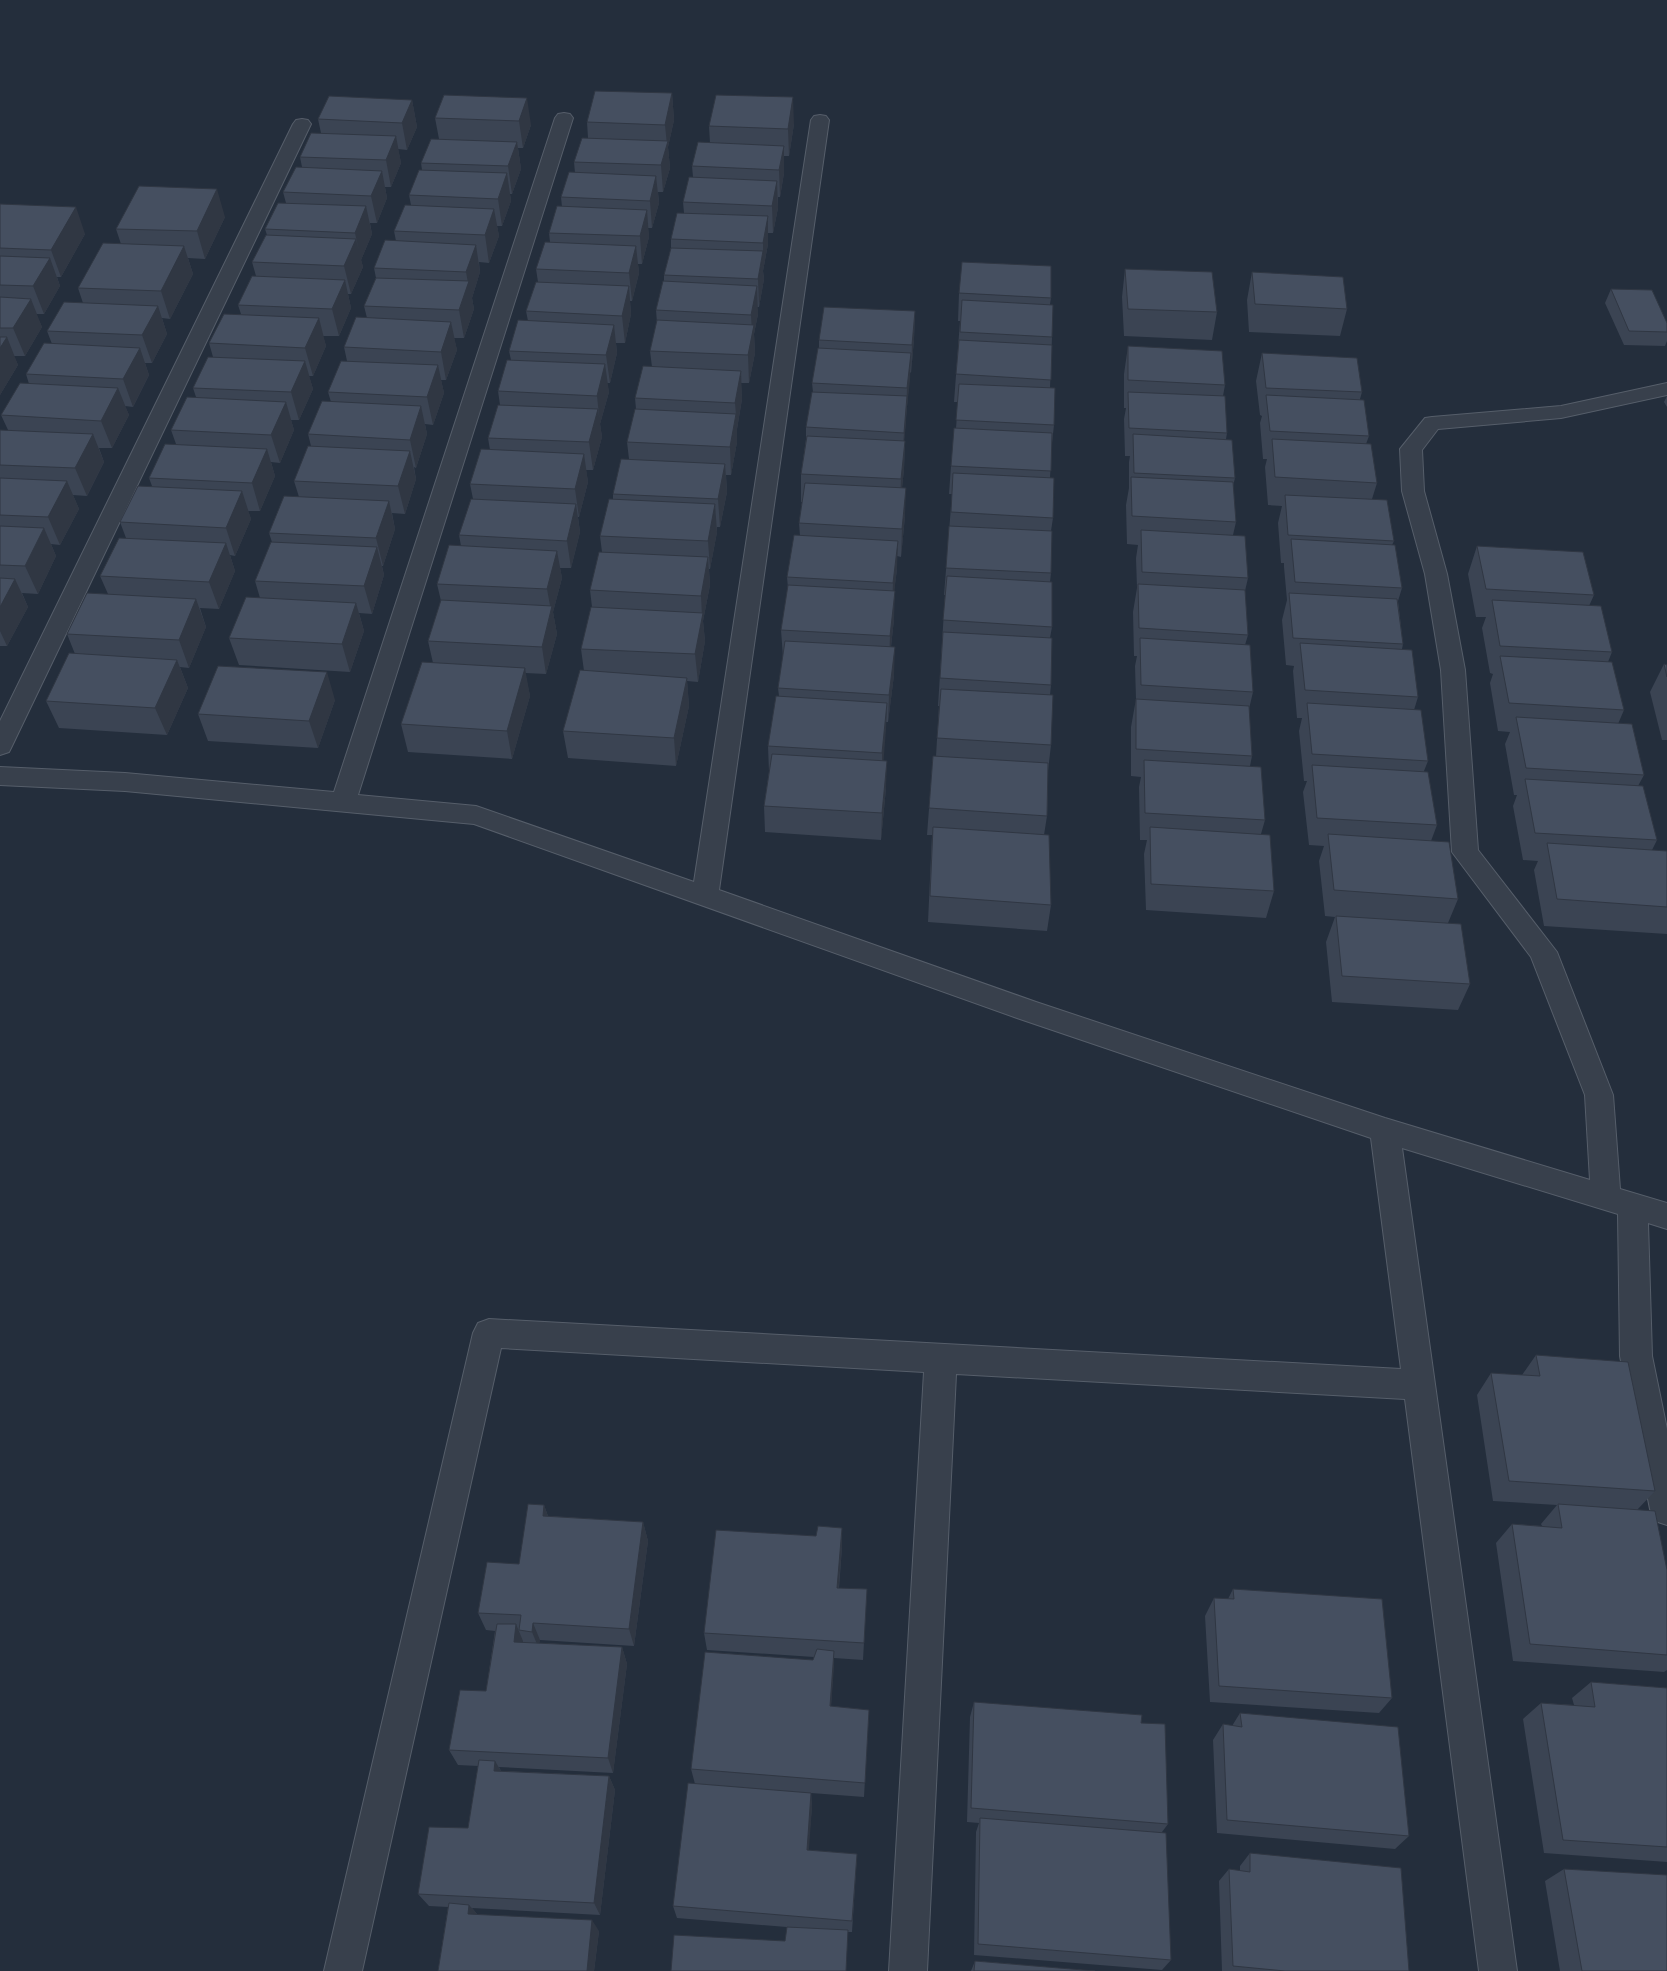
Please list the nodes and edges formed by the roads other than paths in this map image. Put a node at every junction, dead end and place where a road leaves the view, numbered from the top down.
1 (564, 118) dead end
2 (820, 120) dead end
3 (302, 124) dead end
4 (1667, 389) edge
5 (0, 746) edge
6 (0, 776) edge
7 (343, 803) junction
8 (705, 896) junction
9 (1385, 1130) junction
10 (1619, 1201) junction
11 (1667, 1216) edge
12 (941, 1358) junction
13 (1419, 1385) junction
14 (1667, 1509) edge
15 (343, 1971) edge
16 (908, 1971) edge
17 (1498, 1971) edge

1 - 7 street
2 - 8 street
3 - 5 street
4 - 10 street
6 - 7 street
7 - 8 street
8 - 9 street
9 - 10 street
9 - 13 street
10 - 11 street
10 - 14 street
12 - 13 street
12 - 15 street
12 - 16 street
13 - 17 street

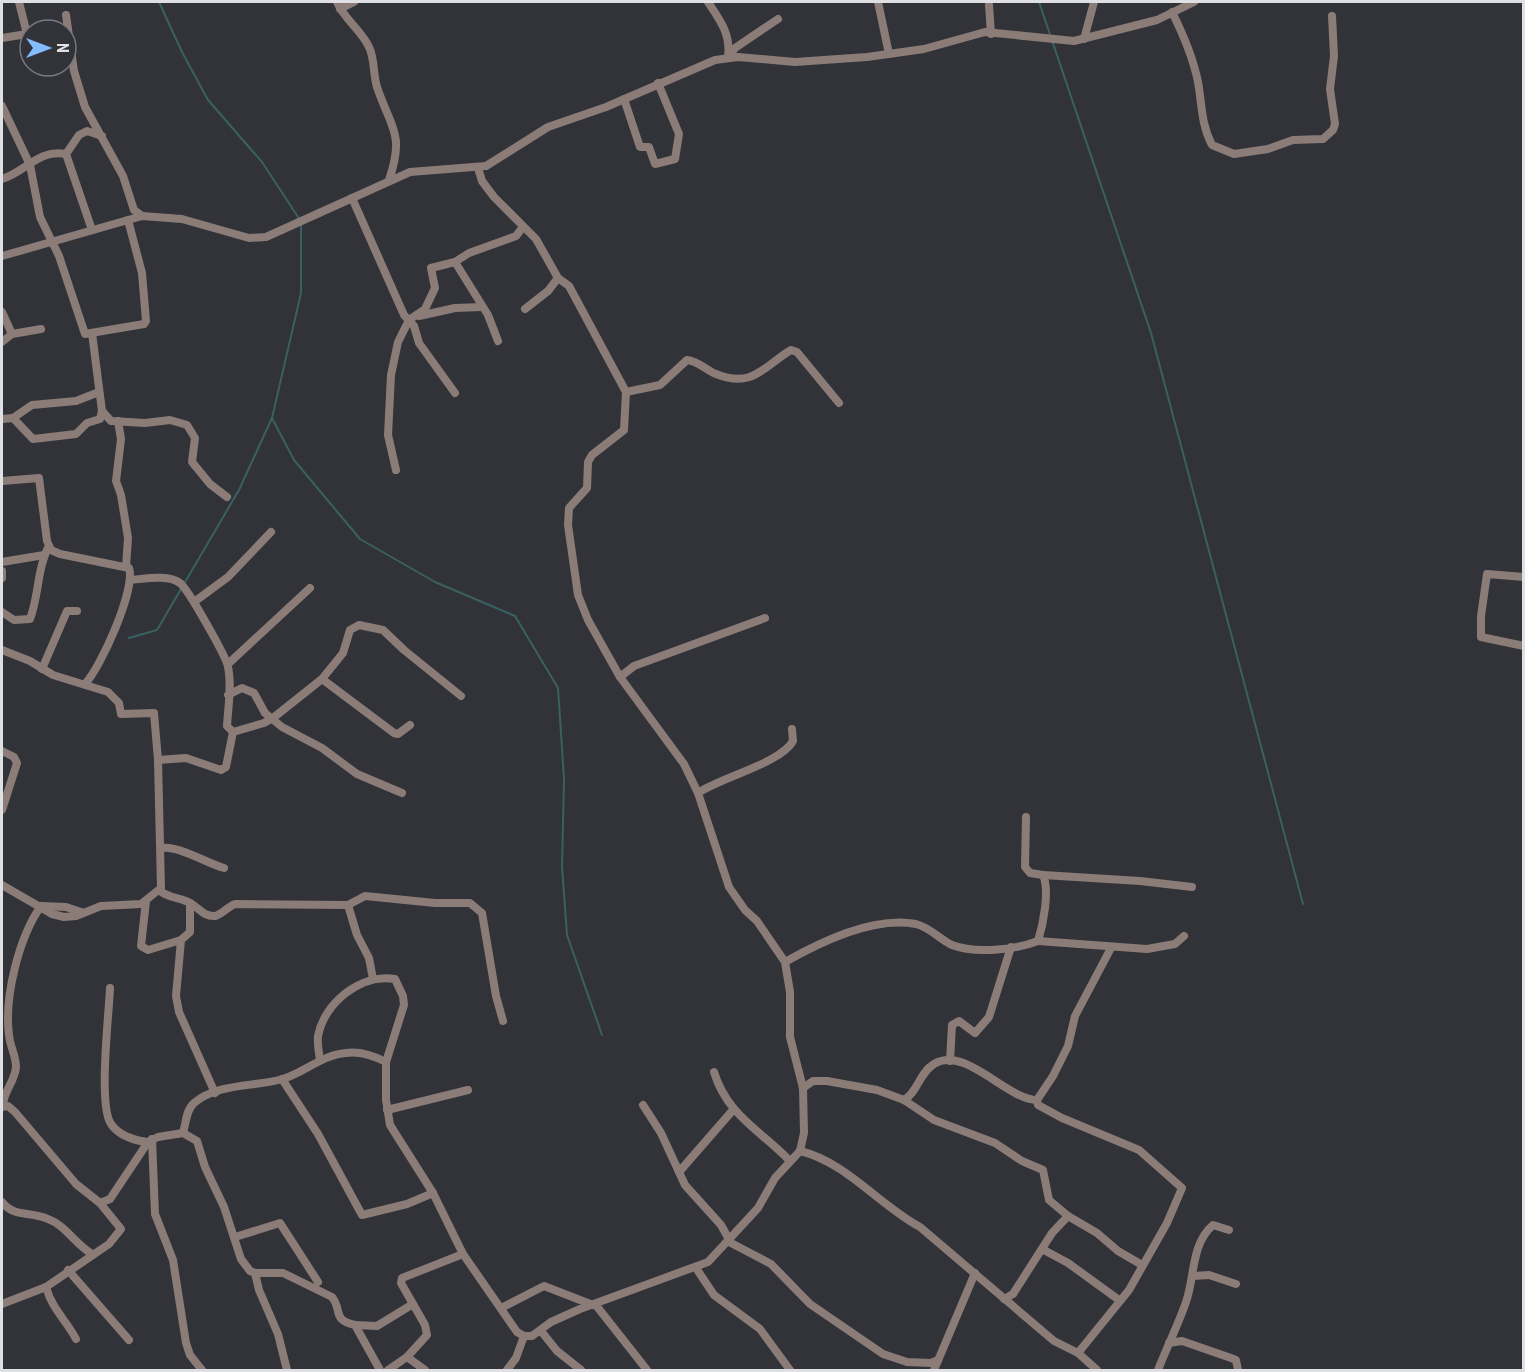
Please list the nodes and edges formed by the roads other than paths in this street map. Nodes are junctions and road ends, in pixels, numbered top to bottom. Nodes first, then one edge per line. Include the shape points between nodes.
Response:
1 (19, 2) edge
2 (354, 2) edge
3 (708, 2) edge
4 (878, 2) edge
5 (1094, 2) edge
6 (1194, 2) edge
7 (339, 5) edge
8 (989, 5) dead end
9 (1172, 12) junction
10 (66, 15) dead end
11 (1332, 16) dead end
12 (778, 19) dead end
13 (991, 34) junction
14 (2, 38) edge
15 (1084, 39) junction
16 (889, 54) junction
17 (728, 58) junction
18 (658, 83) junction
19 (624, 99) junction
20 (2, 106) edge
21 (103, 137) junction
22 (66, 154) junction
23 (30, 165) junction
24 (478, 168) junction
25 (2, 179) edge
26 (389, 180) junction
27 (352, 198) junction
28 (142, 216) junction
29 (128, 220) junction
30 (523, 227) junction
31 (92, 230) junction
32 (52, 241) junction
33 (2, 256) edge
34 (455, 262) junction
35 (558, 278) junction
36 (483, 306) junction
37 (525, 309) dead end
38 (2, 312) edge
39 (412, 318) junction
40 (40, 329) dead end
41 (92, 333) junction
42 (12, 334) junction
43 (498, 341) dead end
44 (2, 342) edge
45 (99, 392) junction
46 (626, 392) junction
47 (456, 393) dead end
48 (839, 404) dead end
49 (102, 411) junction
50 (13, 418) junction
51 (2, 419) edge
52 (118, 421) junction
53 (396, 470) dead end
54 (2, 481) edge
55 (227, 497) dead end
56 (271, 532) dead end
57 (48, 546) junction
58 (44, 555) junction
59 (2, 562) edge
60 (126, 567) junction
61 (2, 571) edge
62 (1524, 577) edge
63 (2, 578) edge
64 (130, 580) junction
65 (310, 588) dead end
66 (194, 602) junction
67 (77, 611) dead end
68 (2, 612) edge
69 (765, 618) dead end
70 (1524, 646) edge
71 (2, 650) edge
72 (228, 664) junction
73 (42, 669) junction
74 (620, 677) junction
75 (322, 679) junction
76 (85, 684) junction
77 (228, 695) junction
78 (461, 696) dead end
79 (273, 718) junction
80 (410, 725) dead end
81 (792, 729) dead end
82 (233, 732) junction
83 (2, 751) edge
84 (158, 760) junction
85 (402, 793) dead end
86 (698, 793) junction
87 (2, 810) edge
88 (1026, 817) dead end
89 (160, 848) junction
90 (224, 868) dead end
91 (1043, 875) junction
92 (2, 885) edge
93 (1192, 887) dead end
94 (160, 891) junction
95 (146, 901) junction
96 (190, 903) junction
97 (348, 905) junction
98 (40, 906) junction
99 (1184, 936) dead end
100 (181, 940) junction
101 (1038, 941) junction
102 (1011, 947) junction
103 (1111, 948) junction
104 (785, 962) junction
105 (373, 979) junction
106 (110, 988) dead end
107 (503, 1021) dead end
108 (320, 1060) junction
109 (950, 1060) junction
110 (386, 1062) junction
111 (714, 1072) dead end
112 (282, 1079) junction
113 (803, 1088) junction
114 (468, 1090) dead end
115 (215, 1093) junction
116 (904, 1100) junction
117 (1036, 1100) junction
118 (643, 1105) dead end
119 (2, 1106) edge
120 (387, 1110) junction
121 (733, 1110) junction
122 (183, 1133) junction
123 (150, 1141) junction
124 (800, 1151) junction
125 (789, 1160) junction
126 (679, 1172) junction
127 (433, 1192) junction
128 (2, 1202) edge
129 (100, 1203) junction
130 (1068, 1216) junction
131 (1229, 1230) dead end
132 (235, 1237) junction
133 (729, 1239) junction
134 (1042, 1249) junction
135 (92, 1254) junction
136 (463, 1254) junction
137 (1142, 1265) junction
138 (696, 1268) junction
139 (68, 1270) junction
140 (255, 1273) junction
141 (975, 1273) junction
142 (1193, 1276) junction
143 (318, 1282) dead end
144 (1236, 1284) dead end
145 (46, 1287) junction
146 (1004, 1299) junction
147 (1119, 1300) junction
148 (2, 1304) edge
149 (413, 1304) junction
150 (594, 1305) junction
151 (501, 1308) junction
152 (355, 1326) junction
153 (541, 1331) junction
154 (524, 1336) junction
155 (76, 1339) dead end
156 (129, 1340) dead end
157 (1169, 1343) junction
158 (1078, 1353) junction
159 (407, 1357) junction
160 (938, 1360) junction
161 (202, 1371) edge
162 (287, 1371) edge
163 (380, 1371) edge
164 (388, 1371) edge
165 (425, 1371) edge
166 (507, 1371) edge
167 (581, 1371) edge
168 (647, 1371) edge
169 (790, 1371) edge
170 (934, 1371) edge
171 (1096, 1371) edge
172 (1158, 1371) edge
173 (1238, 1371) edge

1 - 14 street via 27,34
2 - 7 street
3 - 17 street via 727,33
4 - 16 street
5 - 15 street
6 - 9 street
7 - 26 street via 370,50 378,89 393,121 397,158
8 - 13 street
9 - 11 street via 1198,81 1203,128 1212,145 1234,154 1293,140 1323,139 1333,130
9 - 15 street
10 - 21 street via 74,71 85,107
12 - 17 street via 735,48
13 - 15 street via 1046,40
13 - 16 street
16 - 17 street via 795,62
17 - 18 street
18 - 19 street
18 - 19 street via 679,134 675,159 655,164 649,147 640,147
19 - 24 street via 548,127
20 - 23 street
21 - 22 street via 87,131 79,135
21 - 28 street via 123,176 134,210
22 - 23 street via 38,156
22 - 31 street
23 - 25 street
23 - 32 street via 40,218
24 - 26 street via 429,169
24 - 30 street via 494,197
26 - 27 street
27 - 28 street via 258,239 182,219
27 - 39 street via 381,266
28 - 29 street
29 - 31 street
29 - 41 street via 142,273 146,321
30 - 34 street via 516,236
30 - 35 street via 536,239
31 - 32 street
32 - 33 street
32 - 41 street via 77,308 81,330
34 - 36 street
34 - 39 street via 431,268 435,288 428,305
35 - 37 street
35 - 46 street via 569,286
36 - 39 street
36 - 43 street
38 - 42 street
39 - 47 street via 419,343
39 - 53 street via 398,342 387,403 388,435
40 - 42 street
41 - 45 street
42 - 44 street
45 - 49 street
45 - 50 street via 75,401 32,405
46 - 48 street via 660,385 687,360 719,376 751,378 791,350 798,352
46 - 74 street via 624,430 592,455 587,488 567,514 578,595
49 - 50 street via 100,419 87,423 76,434 33,439
49 - 52 street via 111,421
50 - 51 street
52 - 55 street via 170,420 188,425 195,438 192,462
52 - 60 street via 122,439 116,481 128,538
54 - 57 street via 39,478
56 - 66 street via 228,577
57 - 58 street
57 - 60 street via 60,554
58 - 59 street
58 - 68 street via 30,619 14,620
60 - 64 street
61 - 63 street
62 - 70 street via 1487,574 1481,616 1481,637
64 - 66 street via 164,579 180,583
64 - 76 street via 115,632
65 - 72 street
66 - 72 street
67 - 73 street via 67,611
69 - 74 street via 634,666
71 - 73 street
72 - 77 street
73 - 76 street
74 - 86 street via 684,764
75 - 78 street via 343,652 353,626 378,627
75 - 79 street
75 - 80 street via 394,733
76 - 84 street via 108,692 118,703 121,714 155,715
77 - 79 street via 242,688 254,693
77 - 82 street via 227,726
79 - 82 street
79 - 85 street via 357,774
81 - 86 street via 793,741 784,752
82 - 84 street via 226,767 221,770 186,758
83 - 87 street via 17,763
84 - 89 street
86 - 104 street via 729,887
88 - 91 street via 1025,867 1030,873
89 - 90 street
89 - 94 street
91 - 93 street
91 - 101 street via 1046,896
92 - 98 street
94 - 95 street
94 - 96 street via 170,899
95 - 98 street via 101,906 64,917
95 - 100 street via 141,946 148,950
96 - 97 street via 213,916 234,903
96 - 100 street via 190,932
97 - 105 street
97 - 107 street via 365,896 470,903 482,913
98 - 119 street via 31,920 10,988 9,1036 16,1070
99 - 103 street via 1164,948
100 - 115 street via 176,996 179,1012
101 - 102 street
101 - 103 street via 1083,942
102 - 104 street via 971,949 951,944 929,928 888,925 856,929
102 - 109 street via 983,1027 975,1033 959,1021 952,1025
103 - 117 street via 1076,1016 1068,1046
104 - 113 street via 790,1037
105 - 108 street via 346,993 331,1007 317,1039
105 - 110 street via 395,980 403,996 404,1005
106 - 123 street via 105,1063 110,1124 138,1141
108 - 110 street via 348,1052
108 - 112 street
109 - 116 street via 935,1063
109 - 117 street via 980,1072 1024,1098
110 - 120 street
111 - 121 street
112 - 115 street
112 - 127 street via 318,1134 362,1215 407,1204
113 - 116 street via 813,1081 826,1081 877,1090
113 - 124 street via 804,1133
114 - 120 street
115 - 122 street via 194,1103
116 - 130 street via 934,1120 995,1143 1043,1170 1049,1200
117 - 137 street via 1062,1118 1139,1150 1182,1188
118 - 126 street
119 - 129 street via 15,1112 76,1184
120 - 127 street via 390,1125
121 - 125 street
121 - 126 street
122 - 123 street
122 - 132 street via 197,1141
123 - 129 street via 110,1199
123 - 161 street via 155,1214 173,1260 186,1343
124 - 125 street
124 - 141 street via 836,1166
125 - 133 street via 758,1208
126 - 133 street
127 - 136 street
128 - 135 street via 11,1212 54,1222
129 - 135 street via 121,1229 109,1244
130 - 134 street
130 - 137 street
131 - 142 street via 1213,1225 1206,1231 1196,1252
132 - 140 street via 242,1259
132 - 143 street via 280,1223
133 - 138 street via 714,1257
133 - 160 street via 771,1264 810,1304 883,1354 907,1362
134 - 146 street via 1013,1294
134 - 147 street
135 - 139 street
136 - 149 street via 402,1278
136 - 151 street
137 - 147 street
138 - 150 street
138 - 169 street via 714,1295 760,1329
139 - 145 street
139 - 156 street
140 - 152 street via 283,1273 322,1291 335,1300 340,1318
140 - 162 street
141 - 146 street
141 - 160 street
142 - 144 street via 1209,1275
142 - 157 street
145 - 148 street
145 - 155 street via 55,1310
146 - 158 street via 1054,1341
147 - 158 street
149 - 152 street via 377,1326
149 - 159 street via 427,1335
150 - 151 street via 544,1286
150 - 153 street via 551,1322
150 - 168 street
151 - 154 street
152 - 163 street
153 - 154 street
153 - 167 street
154 - 166 street
157 - 172 street
157 - 173 street via 1182,1341 1236,1360
158 - 171 street
159 - 164 street
159 - 165 street
160 - 170 street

▶ [PROBLEM] Work out how many lines in the records include "other". Only the number should be given.

▶ [ANSWER AREA] 2